▸ **Given records**

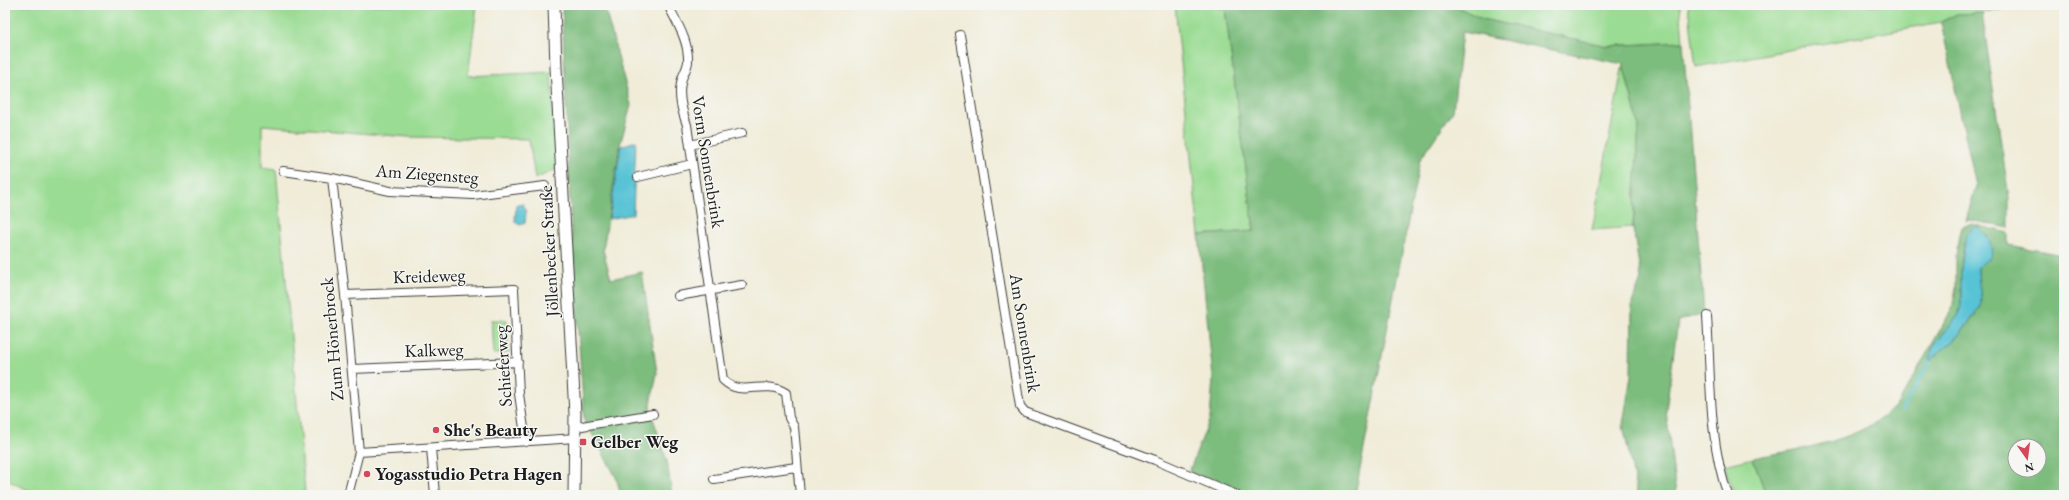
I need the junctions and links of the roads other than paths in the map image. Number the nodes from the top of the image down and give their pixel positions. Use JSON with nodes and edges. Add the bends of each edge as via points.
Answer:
{"nodes":[{"id":1,"x":554,"y":5,"type":"edge"},
{"id":2,"x":668,"y":5,"type":"edge"},
{"id":3,"x":960,"y":34,"type":"dead end"},
{"id":4,"x":742,"y":133,"type":"dead end"},
{"id":5,"x":690,"y":145,"type":"junction"},
{"id":6,"x":692,"y":164,"type":"junction"},
{"id":7,"x":283,"y":171,"type":"dead end"},
{"id":8,"x":638,"y":177,"type":"dead end"},
{"id":9,"x":332,"y":178,"type":"junction"},
{"id":10,"x":545,"y":186,"type":"dead end"},
{"id":11,"x":742,"y":285,"type":"dead end"},
{"id":12,"x":514,"y":289,"type":"joint"},
{"id":13,"x":710,"y":290,"type":"junction"},
{"id":14,"x":345,"y":295,"type":"junction"},
{"id":15,"x":678,"y":296,"type":"dead end"},
{"id":16,"x":1707,"y":316,"type":"dead end"},
{"id":17,"x":518,"y":362,"type":"junction"},
{"id":18,"x":352,"y":369,"type":"junction"},
{"id":19,"x":653,"y":414,"type":"dead end"},
{"id":20,"x":576,"y":433,"type":"junction"},
{"id":21,"x":526,"y":442,"type":"junction"},
{"id":22,"x":431,"y":448,"type":"junction"},
{"id":23,"x":358,"y":452,"type":"junction"},
{"id":24,"x":796,"y":467,"type":"junction"},
{"id":25,"x":714,"y":479,"type":"dead end"},
{"id":26,"x":348,"y":495,"type":"edge"},
{"id":27,"x":435,"y":495,"type":"edge"},
{"id":28,"x":574,"y":495,"type":"edge"},
{"id":29,"x":800,"y":495,"type":"edge"},
{"id":30,"x":1236,"y":495,"type":"edge"},
{"id":31,"x":1728,"y":495,"type":"edge"}],
"edges":[{"from":1,"to":20,"type":"main road","name":"Jöllenbecker Straße"},
{"from":2,"to":5,"type":"street","name":"Vorm Sonnenbrink","via":[[687,48],[688,62],[681,82],[680,106],[687,125]]},
{"from":3,"to":30,"type":"street","name":"Am Sonnenbrink","via":[[1020,406],[1025,412],[1169,466]]},
{"from":4,"to":5,"type":"street"},
{"from":5,"to":6,"type":"street","name":"Vorm Sonnenbrink"},
{"from":6,"to":8,"type":"street"},
{"from":6,"to":13,"type":"street","name":"Vorm Sonnenbrink"},
{"from":7,"to":9,"type":"street","name":"Am Ziegensteg"},
{"from":9,"to":10,"type":"street","name":"Am Ziegensteg","via":[[390,191],[473,195]]},
{"from":9,"to":14,"type":"street","name":"Zum Hönerbrock"},
{"from":11,"to":13,"type":"street"},
{"from":12,"to":14,"type":"street","name":"Kreideweg"},
{"from":12,"to":17,"type":"street","name":"Schieferweg"},
{"from":13,"to":15,"type":"street"},
{"from":13,"to":24,"type":"street","name":"Vorm Sonnenbrink","via":[[723,380],[737,389],[777,387],[786,393],[798,456]]},
{"from":14,"to":18,"type":"street","name":"Zum Hönerbrock"},
{"from":16,"to":31,"type":"street","via":[[1716,447],[1720,472]]},
{"from":17,"to":18,"type":"street","name":"Kalkweg"},
{"from":17,"to":21,"type":"street","name":"Schieferweg","via":[[519,394]]},
{"from":18,"to":23,"type":"street","name":"Zum Hönerbrock"},
{"from":19,"to":20,"type":"street"},
{"from":20,"to":21,"type":"street"},
{"from":20,"to":28,"type":"main road","name":"Jöllenbecker Straße"},
{"from":21,"to":22,"type":"street"},
{"from":22,"to":23,"type":"street"},
{"from":22,"to":27,"type":"street"},
{"from":23,"to":26,"type":"street","name":"Zum Hönerbrock"},
{"from":24,"to":25,"type":"street"},
{"from":24,"to":29,"type":"street","name":"Vorm Sonnenbrink"}]}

▸ **To do**
Skip the images and restate each record above word for word.

▸ **Expected answer**
I need the junctions and links of the roads other than paths in the map image. Number the nodes from the top of the image down and give their pixel positions. Use JSON with nodes and edges. Add the bends of each edge as via points.
Answer:
{"nodes":[{"id":1,"x":554,"y":5,"type":"edge"},
{"id":2,"x":668,"y":5,"type":"edge"},
{"id":3,"x":960,"y":34,"type":"dead end"},
{"id":4,"x":742,"y":133,"type":"dead end"},
{"id":5,"x":690,"y":145,"type":"junction"},
{"id":6,"x":692,"y":164,"type":"junction"},
{"id":7,"x":283,"y":171,"type":"dead end"},
{"id":8,"x":638,"y":177,"type":"dead end"},
{"id":9,"x":332,"y":178,"type":"junction"},
{"id":10,"x":545,"y":186,"type":"dead end"},
{"id":11,"x":742,"y":285,"type":"dead end"},
{"id":12,"x":514,"y":289,"type":"joint"},
{"id":13,"x":710,"y":290,"type":"junction"},
{"id":14,"x":345,"y":295,"type":"junction"},
{"id":15,"x":678,"y":296,"type":"dead end"},
{"id":16,"x":1707,"y":316,"type":"dead end"},
{"id":17,"x":518,"y":362,"type":"junction"},
{"id":18,"x":352,"y":369,"type":"junction"},
{"id":19,"x":653,"y":414,"type":"dead end"},
{"id":20,"x":576,"y":433,"type":"junction"},
{"id":21,"x":526,"y":442,"type":"junction"},
{"id":22,"x":431,"y":448,"type":"junction"},
{"id":23,"x":358,"y":452,"type":"junction"},
{"id":24,"x":796,"y":467,"type":"junction"},
{"id":25,"x":714,"y":479,"type":"dead end"},
{"id":26,"x":348,"y":495,"type":"edge"},
{"id":27,"x":435,"y":495,"type":"edge"},
{"id":28,"x":574,"y":495,"type":"edge"},
{"id":29,"x":800,"y":495,"type":"edge"},
{"id":30,"x":1236,"y":495,"type":"edge"},
{"id":31,"x":1728,"y":495,"type":"edge"}],
"edges":[{"from":1,"to":20,"type":"main road","name":"Jöllenbecker Straße"},
{"from":2,"to":5,"type":"street","name":"Vorm Sonnenbrink","via":[[687,48],[688,62],[681,82],[680,106],[687,125]]},
{"from":3,"to":30,"type":"street","name":"Am Sonnenbrink","via":[[1020,406],[1025,412],[1169,466]]},
{"from":4,"to":5,"type":"street"},
{"from":5,"to":6,"type":"street","name":"Vorm Sonnenbrink"},
{"from":6,"to":8,"type":"street"},
{"from":6,"to":13,"type":"street","name":"Vorm Sonnenbrink"},
{"from":7,"to":9,"type":"street","name":"Am Ziegensteg"},
{"from":9,"to":10,"type":"street","name":"Am Ziegensteg","via":[[390,191],[473,195]]},
{"from":9,"to":14,"type":"street","name":"Zum Hönerbrock"},
{"from":11,"to":13,"type":"street"},
{"from":12,"to":14,"type":"street","name":"Kreideweg"},
{"from":12,"to":17,"type":"street","name":"Schieferweg"},
{"from":13,"to":15,"type":"street"},
{"from":13,"to":24,"type":"street","name":"Vorm Sonnenbrink","via":[[723,380],[737,389],[777,387],[786,393],[798,456]]},
{"from":14,"to":18,"type":"street","name":"Zum Hönerbrock"},
{"from":16,"to":31,"type":"street","via":[[1716,447],[1720,472]]},
{"from":17,"to":18,"type":"street","name":"Kalkweg"},
{"from":17,"to":21,"type":"street","name":"Schieferweg","via":[[519,394]]},
{"from":18,"to":23,"type":"street","name":"Zum Hönerbrock"},
{"from":19,"to":20,"type":"street"},
{"from":20,"to":21,"type":"street"},
{"from":20,"to":28,"type":"main road","name":"Jöllenbecker Straße"},
{"from":21,"to":22,"type":"street"},
{"from":22,"to":23,"type":"street"},
{"from":22,"to":27,"type":"street"},
{"from":23,"to":26,"type":"street","name":"Zum Hönerbrock"},
{"from":24,"to":25,"type":"street"},
{"from":24,"to":29,"type":"street","name":"Vorm Sonnenbrink"}]}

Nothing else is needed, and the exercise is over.